▶ What the task requires
Go through the following data and transcribe exactly the stretch of lines from the one holding "function strokePath(path, color, width, dash)" to the one holding "for (const [text, x, y, turn", both included.

▶ Materials provided
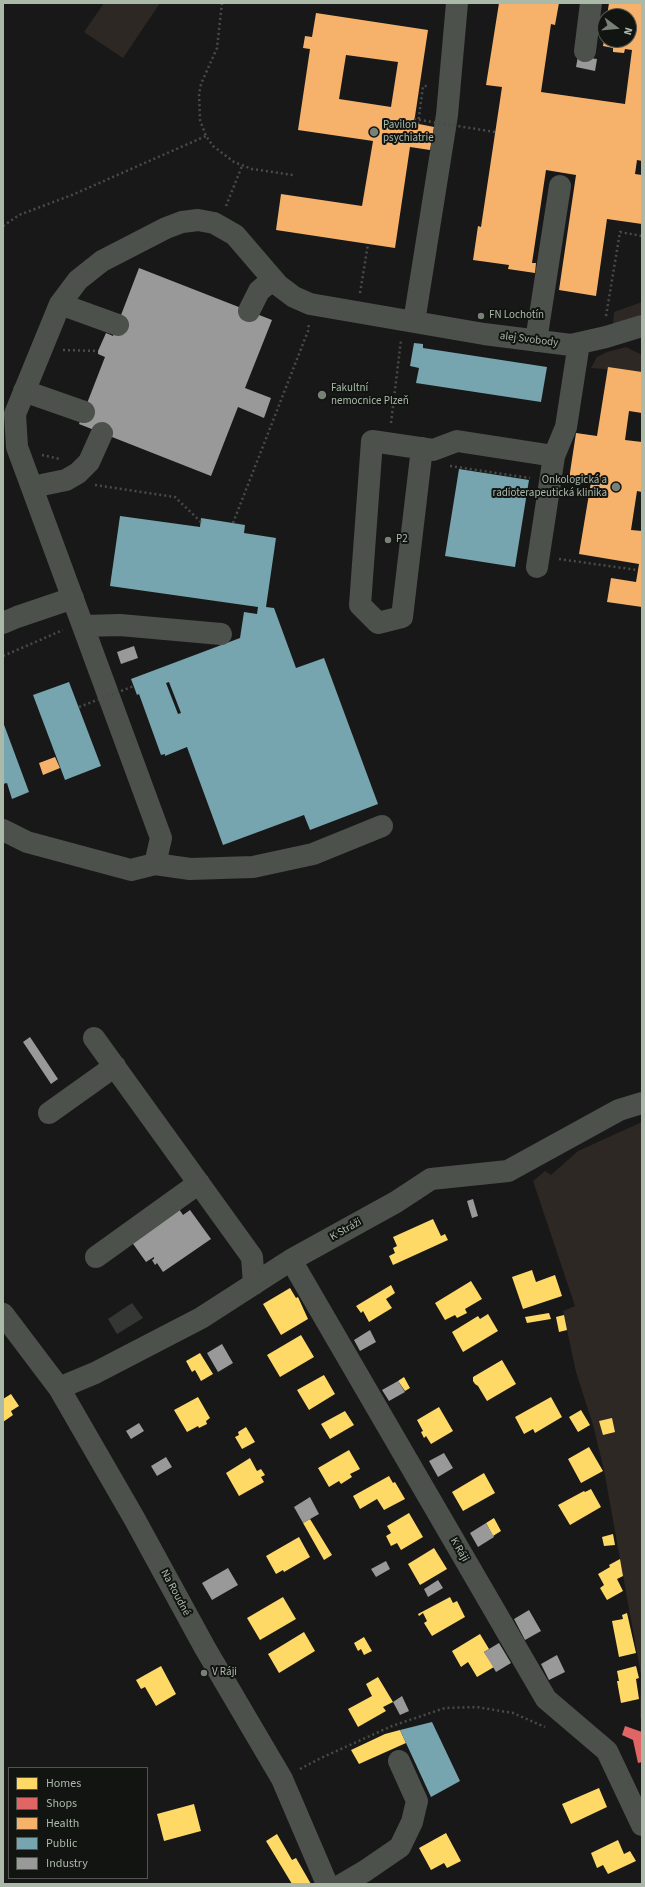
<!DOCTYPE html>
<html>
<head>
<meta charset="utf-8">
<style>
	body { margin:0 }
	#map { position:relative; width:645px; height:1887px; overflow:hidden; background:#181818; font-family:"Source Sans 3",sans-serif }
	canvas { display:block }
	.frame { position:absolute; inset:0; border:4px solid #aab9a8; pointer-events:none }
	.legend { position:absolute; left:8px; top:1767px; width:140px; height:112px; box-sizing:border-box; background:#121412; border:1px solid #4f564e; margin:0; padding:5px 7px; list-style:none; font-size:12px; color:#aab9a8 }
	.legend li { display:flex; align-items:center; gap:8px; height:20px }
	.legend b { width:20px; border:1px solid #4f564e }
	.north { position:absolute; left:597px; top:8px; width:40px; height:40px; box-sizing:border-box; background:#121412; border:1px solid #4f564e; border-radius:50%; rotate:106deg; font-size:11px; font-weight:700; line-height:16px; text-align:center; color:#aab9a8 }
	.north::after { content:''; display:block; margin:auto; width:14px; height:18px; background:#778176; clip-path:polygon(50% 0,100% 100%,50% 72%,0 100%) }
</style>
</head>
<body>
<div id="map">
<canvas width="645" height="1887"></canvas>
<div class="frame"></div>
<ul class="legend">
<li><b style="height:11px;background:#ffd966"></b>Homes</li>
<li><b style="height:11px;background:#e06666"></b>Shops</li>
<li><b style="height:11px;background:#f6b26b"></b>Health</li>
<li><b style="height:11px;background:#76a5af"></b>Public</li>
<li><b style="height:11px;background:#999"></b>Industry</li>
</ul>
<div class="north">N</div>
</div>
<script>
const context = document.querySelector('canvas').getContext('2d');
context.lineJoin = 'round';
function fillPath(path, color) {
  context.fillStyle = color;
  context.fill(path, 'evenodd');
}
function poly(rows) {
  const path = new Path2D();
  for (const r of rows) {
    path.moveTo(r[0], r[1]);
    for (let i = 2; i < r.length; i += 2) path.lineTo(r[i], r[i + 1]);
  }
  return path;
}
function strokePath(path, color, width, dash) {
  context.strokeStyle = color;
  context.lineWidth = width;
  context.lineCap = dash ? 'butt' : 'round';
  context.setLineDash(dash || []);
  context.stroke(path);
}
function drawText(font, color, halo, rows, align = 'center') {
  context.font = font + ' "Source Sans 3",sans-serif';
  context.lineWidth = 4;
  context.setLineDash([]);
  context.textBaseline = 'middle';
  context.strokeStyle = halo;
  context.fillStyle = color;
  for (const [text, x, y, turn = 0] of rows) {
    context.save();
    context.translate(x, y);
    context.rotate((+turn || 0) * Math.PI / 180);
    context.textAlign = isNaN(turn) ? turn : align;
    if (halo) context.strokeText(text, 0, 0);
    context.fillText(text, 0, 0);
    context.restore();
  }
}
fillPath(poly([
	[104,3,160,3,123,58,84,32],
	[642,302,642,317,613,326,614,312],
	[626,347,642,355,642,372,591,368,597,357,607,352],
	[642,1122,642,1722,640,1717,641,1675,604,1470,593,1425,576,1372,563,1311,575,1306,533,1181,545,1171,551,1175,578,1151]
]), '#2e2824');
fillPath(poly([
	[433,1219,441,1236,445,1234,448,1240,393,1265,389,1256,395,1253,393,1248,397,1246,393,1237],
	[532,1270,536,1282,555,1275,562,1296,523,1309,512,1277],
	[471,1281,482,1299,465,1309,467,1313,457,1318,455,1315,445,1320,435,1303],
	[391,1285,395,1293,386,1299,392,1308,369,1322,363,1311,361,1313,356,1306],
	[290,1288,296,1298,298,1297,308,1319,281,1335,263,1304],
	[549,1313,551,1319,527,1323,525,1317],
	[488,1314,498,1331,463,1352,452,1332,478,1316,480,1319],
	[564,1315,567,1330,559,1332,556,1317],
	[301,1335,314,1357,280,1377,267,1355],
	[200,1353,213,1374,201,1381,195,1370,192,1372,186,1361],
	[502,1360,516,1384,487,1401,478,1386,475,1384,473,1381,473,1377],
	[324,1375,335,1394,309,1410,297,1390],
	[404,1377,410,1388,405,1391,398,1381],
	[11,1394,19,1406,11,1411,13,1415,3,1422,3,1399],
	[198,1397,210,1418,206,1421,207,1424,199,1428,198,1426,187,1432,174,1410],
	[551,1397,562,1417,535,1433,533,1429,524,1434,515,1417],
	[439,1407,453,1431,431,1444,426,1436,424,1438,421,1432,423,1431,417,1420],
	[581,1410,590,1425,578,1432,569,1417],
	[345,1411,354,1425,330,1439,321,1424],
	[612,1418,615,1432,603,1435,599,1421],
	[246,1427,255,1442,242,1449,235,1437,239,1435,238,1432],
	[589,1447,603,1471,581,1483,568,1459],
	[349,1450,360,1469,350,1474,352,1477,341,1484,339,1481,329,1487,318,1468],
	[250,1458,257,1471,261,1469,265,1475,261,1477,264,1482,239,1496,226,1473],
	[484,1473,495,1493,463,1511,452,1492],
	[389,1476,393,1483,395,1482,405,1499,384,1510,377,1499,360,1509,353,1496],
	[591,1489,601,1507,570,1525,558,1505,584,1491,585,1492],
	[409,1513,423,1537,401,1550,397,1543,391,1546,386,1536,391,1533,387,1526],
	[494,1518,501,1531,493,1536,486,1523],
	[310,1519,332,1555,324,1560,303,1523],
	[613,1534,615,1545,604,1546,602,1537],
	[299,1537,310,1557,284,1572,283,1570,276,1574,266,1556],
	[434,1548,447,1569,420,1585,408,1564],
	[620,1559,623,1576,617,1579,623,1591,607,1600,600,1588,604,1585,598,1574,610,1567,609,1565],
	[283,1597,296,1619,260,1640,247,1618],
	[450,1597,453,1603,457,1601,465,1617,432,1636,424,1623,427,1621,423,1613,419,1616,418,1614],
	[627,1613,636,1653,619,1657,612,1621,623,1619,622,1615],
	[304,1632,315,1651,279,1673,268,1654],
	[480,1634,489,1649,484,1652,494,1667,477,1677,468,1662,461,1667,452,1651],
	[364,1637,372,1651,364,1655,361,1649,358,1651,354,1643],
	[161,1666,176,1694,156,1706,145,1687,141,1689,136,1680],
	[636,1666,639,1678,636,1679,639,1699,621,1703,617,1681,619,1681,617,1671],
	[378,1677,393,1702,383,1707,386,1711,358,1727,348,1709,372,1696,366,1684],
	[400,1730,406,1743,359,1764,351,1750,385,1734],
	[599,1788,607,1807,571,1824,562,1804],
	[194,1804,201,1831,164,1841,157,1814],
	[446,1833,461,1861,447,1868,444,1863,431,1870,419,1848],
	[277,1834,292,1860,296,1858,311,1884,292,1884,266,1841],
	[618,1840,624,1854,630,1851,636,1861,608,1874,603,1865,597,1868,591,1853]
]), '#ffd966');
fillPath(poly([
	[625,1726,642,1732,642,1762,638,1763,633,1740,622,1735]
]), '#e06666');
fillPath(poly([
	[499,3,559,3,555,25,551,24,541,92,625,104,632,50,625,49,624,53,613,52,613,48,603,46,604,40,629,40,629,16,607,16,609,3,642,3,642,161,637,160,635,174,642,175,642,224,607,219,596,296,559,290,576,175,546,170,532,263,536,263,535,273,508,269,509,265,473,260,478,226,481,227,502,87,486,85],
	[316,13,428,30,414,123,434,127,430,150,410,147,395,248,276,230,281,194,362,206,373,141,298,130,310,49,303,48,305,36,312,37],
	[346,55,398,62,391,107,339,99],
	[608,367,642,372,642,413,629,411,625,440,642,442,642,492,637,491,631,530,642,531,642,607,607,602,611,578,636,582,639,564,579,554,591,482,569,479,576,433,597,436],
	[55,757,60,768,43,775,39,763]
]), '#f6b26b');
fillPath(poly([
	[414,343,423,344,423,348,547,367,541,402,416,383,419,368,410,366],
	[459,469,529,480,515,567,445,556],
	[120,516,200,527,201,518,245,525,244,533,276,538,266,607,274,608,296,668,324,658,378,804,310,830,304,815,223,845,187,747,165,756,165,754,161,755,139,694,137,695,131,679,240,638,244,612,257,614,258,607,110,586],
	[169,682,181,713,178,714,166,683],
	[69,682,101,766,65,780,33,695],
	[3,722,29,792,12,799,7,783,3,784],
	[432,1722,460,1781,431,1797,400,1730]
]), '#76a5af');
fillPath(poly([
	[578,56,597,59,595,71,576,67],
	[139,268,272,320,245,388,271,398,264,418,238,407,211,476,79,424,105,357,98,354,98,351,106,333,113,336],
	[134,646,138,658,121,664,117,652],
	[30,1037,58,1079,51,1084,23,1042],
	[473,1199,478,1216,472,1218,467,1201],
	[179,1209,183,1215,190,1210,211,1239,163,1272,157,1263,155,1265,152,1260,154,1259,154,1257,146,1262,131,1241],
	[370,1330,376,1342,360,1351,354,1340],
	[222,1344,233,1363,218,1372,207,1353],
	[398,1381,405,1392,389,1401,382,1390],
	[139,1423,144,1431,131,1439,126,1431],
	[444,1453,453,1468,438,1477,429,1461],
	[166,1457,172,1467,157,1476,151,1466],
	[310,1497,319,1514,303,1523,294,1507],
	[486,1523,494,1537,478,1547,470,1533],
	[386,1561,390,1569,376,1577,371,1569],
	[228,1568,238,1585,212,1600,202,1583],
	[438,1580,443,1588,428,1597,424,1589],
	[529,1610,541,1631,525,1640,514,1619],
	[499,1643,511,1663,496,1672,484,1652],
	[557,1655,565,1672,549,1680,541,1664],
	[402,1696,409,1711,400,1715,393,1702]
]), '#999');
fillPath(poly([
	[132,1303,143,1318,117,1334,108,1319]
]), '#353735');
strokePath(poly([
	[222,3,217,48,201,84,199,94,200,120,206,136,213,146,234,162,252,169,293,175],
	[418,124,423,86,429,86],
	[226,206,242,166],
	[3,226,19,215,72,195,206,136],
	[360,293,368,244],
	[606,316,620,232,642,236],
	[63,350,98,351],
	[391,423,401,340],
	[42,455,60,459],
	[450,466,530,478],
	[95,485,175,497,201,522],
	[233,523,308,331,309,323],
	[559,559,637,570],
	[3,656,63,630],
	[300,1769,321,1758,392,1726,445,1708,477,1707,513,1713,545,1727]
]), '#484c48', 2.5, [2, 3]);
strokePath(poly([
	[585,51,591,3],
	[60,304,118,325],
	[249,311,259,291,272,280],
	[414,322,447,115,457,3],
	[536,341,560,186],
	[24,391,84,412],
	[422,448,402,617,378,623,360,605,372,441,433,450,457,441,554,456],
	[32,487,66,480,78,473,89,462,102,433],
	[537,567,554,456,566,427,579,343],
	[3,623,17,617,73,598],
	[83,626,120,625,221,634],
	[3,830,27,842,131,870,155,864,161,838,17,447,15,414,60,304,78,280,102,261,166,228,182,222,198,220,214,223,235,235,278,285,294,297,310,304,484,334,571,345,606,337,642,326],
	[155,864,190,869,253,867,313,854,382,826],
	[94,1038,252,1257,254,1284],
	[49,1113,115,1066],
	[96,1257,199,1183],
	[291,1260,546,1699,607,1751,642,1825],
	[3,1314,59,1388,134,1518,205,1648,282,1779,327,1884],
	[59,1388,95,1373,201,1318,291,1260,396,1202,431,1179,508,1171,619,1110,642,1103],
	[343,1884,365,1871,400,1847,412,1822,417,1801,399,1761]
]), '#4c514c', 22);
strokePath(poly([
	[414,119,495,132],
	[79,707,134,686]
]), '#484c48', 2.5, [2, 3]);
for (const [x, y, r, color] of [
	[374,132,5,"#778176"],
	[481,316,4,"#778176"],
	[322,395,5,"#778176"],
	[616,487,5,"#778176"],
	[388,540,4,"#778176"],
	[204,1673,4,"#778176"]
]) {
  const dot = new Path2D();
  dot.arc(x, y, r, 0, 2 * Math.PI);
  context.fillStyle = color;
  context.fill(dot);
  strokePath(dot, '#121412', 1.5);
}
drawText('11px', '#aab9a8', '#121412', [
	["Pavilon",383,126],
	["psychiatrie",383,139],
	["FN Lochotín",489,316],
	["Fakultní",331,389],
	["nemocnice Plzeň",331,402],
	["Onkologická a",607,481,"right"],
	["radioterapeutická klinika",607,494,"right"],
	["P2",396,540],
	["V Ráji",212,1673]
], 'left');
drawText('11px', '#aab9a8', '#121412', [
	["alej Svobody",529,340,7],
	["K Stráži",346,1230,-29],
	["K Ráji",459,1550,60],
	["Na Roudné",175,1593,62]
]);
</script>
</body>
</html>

▶ Answer to this task
function strokePath(path, color, width, dash) {
  context.strokeStyle = color;
  context.lineWidth = width;
  context.lineCap = dash ? 'butt' : 'round';
  context.setLineDash(dash || []);
  context.stroke(path);
}
function drawText(font, color, halo, rows, align = 'center') {
  context.font = font + ' "Source Sans 3",sans-serif';
  context.lineWidth = 4;
  context.setLineDash([]);
  context.textBaseline = 'middle';
  context.strokeStyle = halo;
  context.fillStyle = color;
  for (const [text, x, y, turn = 0] of rows) {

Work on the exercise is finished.